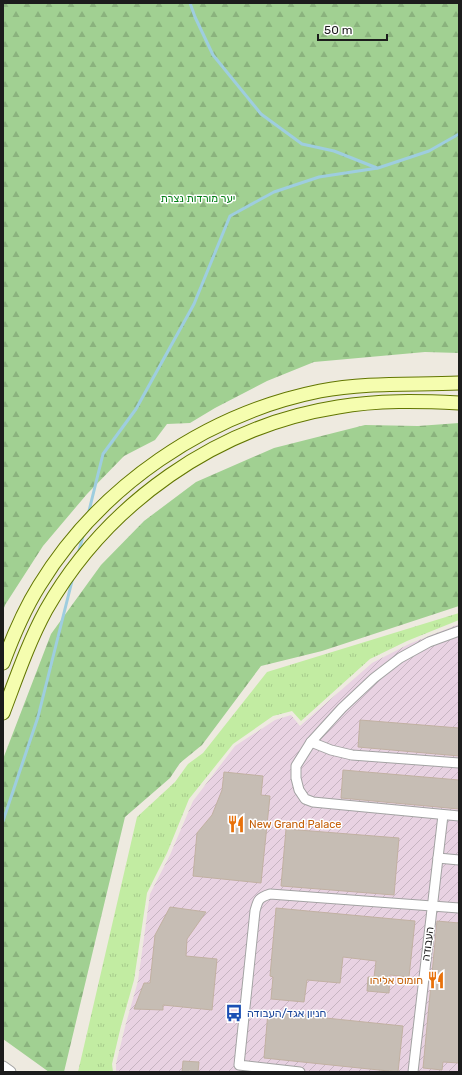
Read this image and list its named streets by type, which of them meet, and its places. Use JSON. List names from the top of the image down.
{
  "streets": {
    "street": ["העבודה"]
  },
  "parks": ["יער מורדות נצרת"],
  "places": {
    "restaurant": ["New Grand Palace", "חומוס אליהו"],
    "bus stop": ["חניון אגד/העבודה"]
  },
  "scale_bar": "50 m"
}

──────────────────────────────

WORK INSTRUCTIONS → Return every line of the listing exactly, leaving its pictures behind.

RESULT OF THIS TASK →
Read this image and list its named streets by type, which of them meet, and its places. Use JSON. List names from the top of the image down.
{
  "streets": {
    "street": ["העבודה"]
  },
  "parks": ["יער מורדות נצרת"],
  "places": {
    "restaurant": ["New Grand Palace", "חומוס אליהו"],
    "bus stop": ["חניון אגד/העבודה"]
  },
  "scale_bar": "50 m"
}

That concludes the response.